Solved problems on theorem of total probability for CBSE, ISC and other state boards in India.
Problem 1. A bag contains 3 white and 2 red balls and
another bag contains 2 white and 4 red balls. A ball is taken from the first
bag and without seeing its colour is put in the second bag. A ball is taken
from the latter. Find the probability that the ball drawn is red.
Problem 2. The ratio of the number of boys to the number of
girls in a class is 1:2. It is known that the probabilities of a girl and a boy
getting a first division are 0.25 and 0.28 respectively. Find the probability
that a student chosen at random will get first division.

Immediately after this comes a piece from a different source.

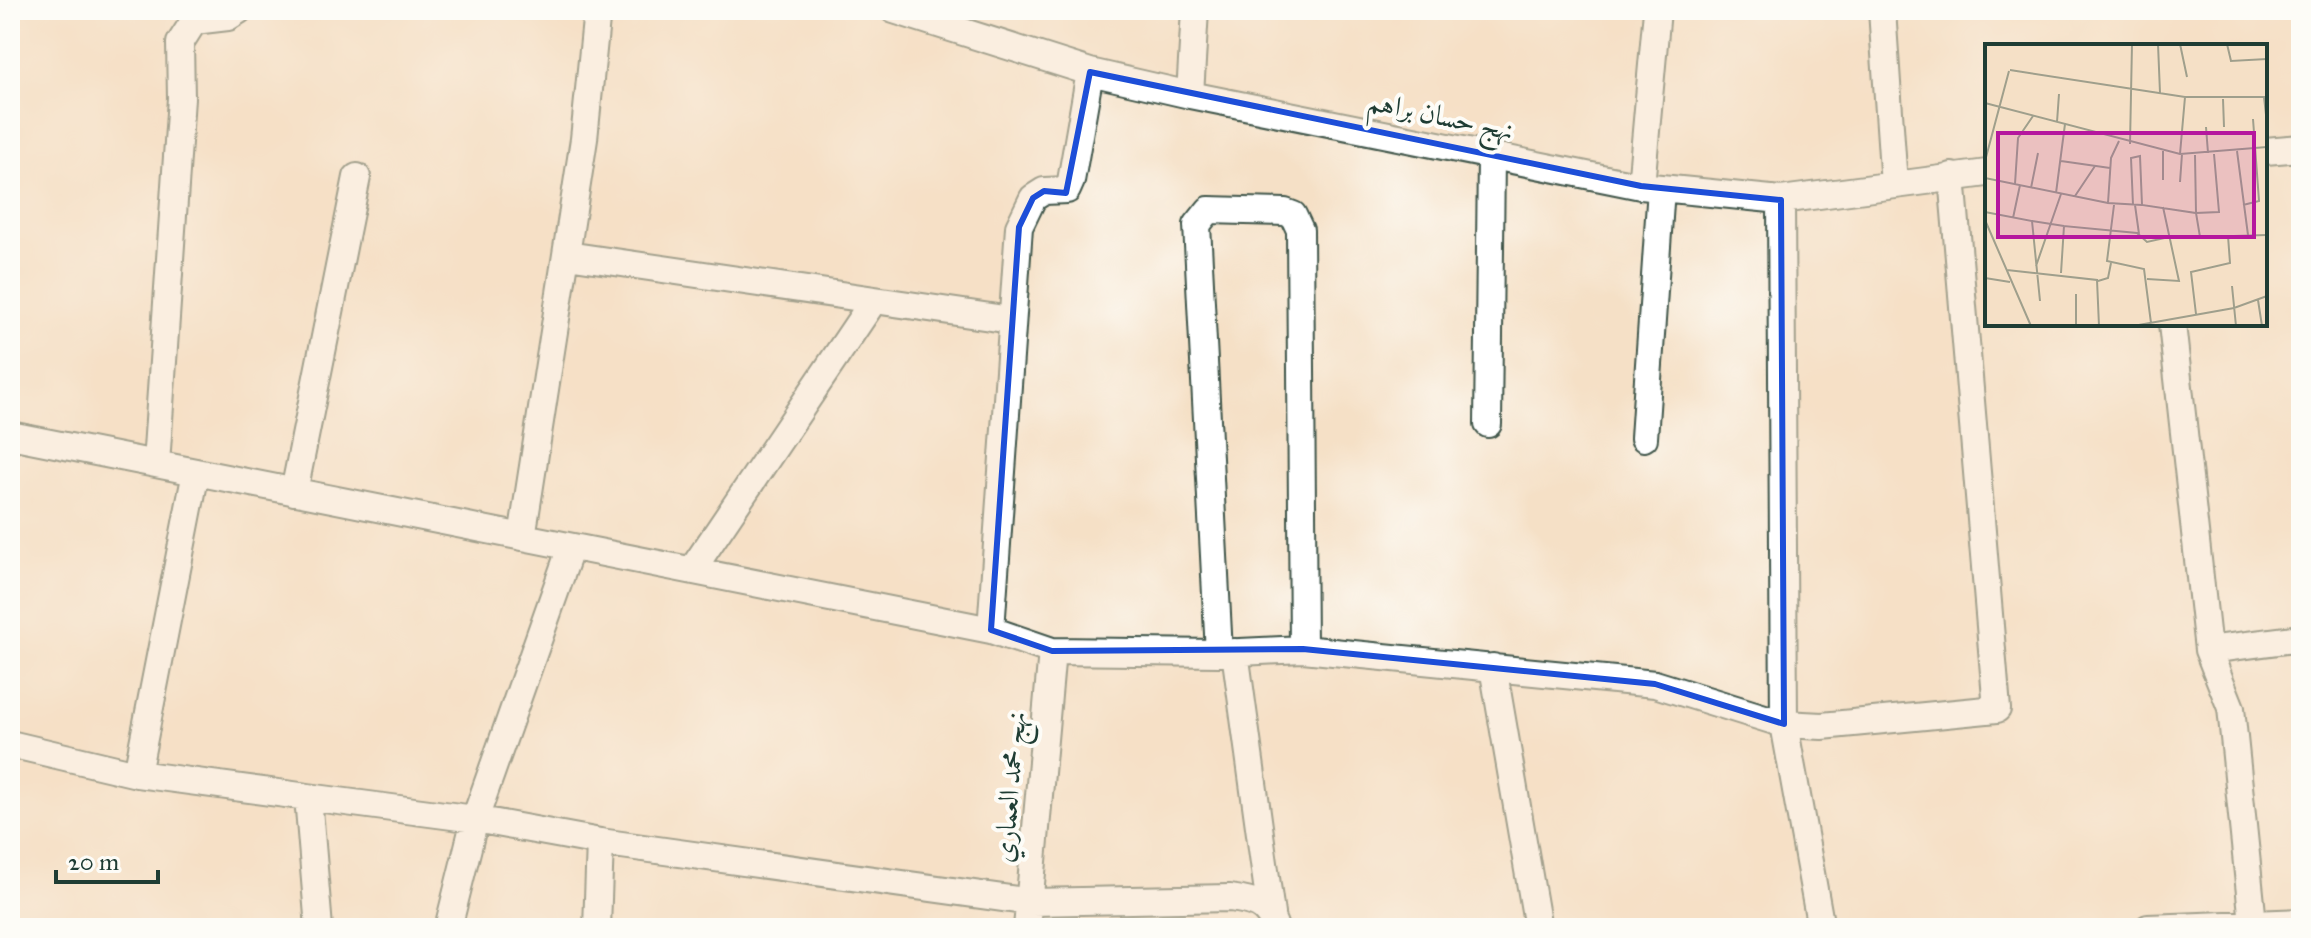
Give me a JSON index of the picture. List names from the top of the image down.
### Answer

Problem 3. A bag contains 3 white and 6 black balls and
another bag contains 6 white and 3 black balls. A bag is selected at random and
a ball is drawn. Find the probability that the ball drawn is of white colour.
Problem 4. Two machines A and B produce respectively 60% and
40% of the total number of items of a factory. The percentage of defective
output of these machines are respectively 2% and 5%. If an item is selected at
random, what is the probability that the item is defective?
Problem 5. There are two bags. The first bag contains 5 red
and 3 black balls and the second bag contains 3 red and 5 black balls. Two
balls are drawn at random from the first bag and are put into the second bag
without noting their colours. Then two balls are drawn from the second bag.
Find the probability that the balls drawn are one red and one black.
Problem 6. There are two bags. The first bag contains 5 red
and 3 black balls and the second bag contains 3 red and 5 black balls. Two
balls are drawn at random from the first bag and are put into the second bag
without noting their colours. Then two balls are drawn from the second bag.
Find the probability that the balls drawn are one red and one black.
Problem 7. A bag X contains 3 white and 2 black balls and
another bag Y contains 2 white and 4 black balls. A bag and a ball out of it is
picked at random. What is the probability that the ball is white?
Problem 8. An urn contains m white and n black balls. A ball
is drawn at random and is put back into the urn along with k additional balls
of the same colour as that of the ball drawn. A ball is again drawn at random.
What is the probability that the ball drawn now is white?
Problem 9. An urn contains m white and n black balls. A ball
is drawn at random and is put back into the urn along with k additional balls
of the same colour as that of the ball drawn. A ball is again drawn at random.
What is the probability that the ball drawn now is white?
Problem 10. A person has undertaken a construction job. The
probabilities are 0.65 that there will be strike, 0.80 that the construction
job will be completed on time if there is no strike, and 0.32 that the
construction job will be completed in time if there is a strike. Determine the
probability that the construction job will be completed in time.
Problem 11. A survey is carried out to find the percentage
of men who sing in the bathroom. Because some people may be too embarrassed to
admit openly to be bathroom singers, each person question is asked to roll a
die in secret and answer NO if the number shown is 1 and YES if it is 6, no
matter what the true answer is, but to tell the truth (YES or NO) if 2,3,4 or 5
comes out. Because the number shown is not revealed, it is impossible to tell
from the answer given whether the person is a bathroom singer or not. Suppose
that the probability of answering YES in this survey is found to be 2/3. What
is the probability of being a bathroom singer, then?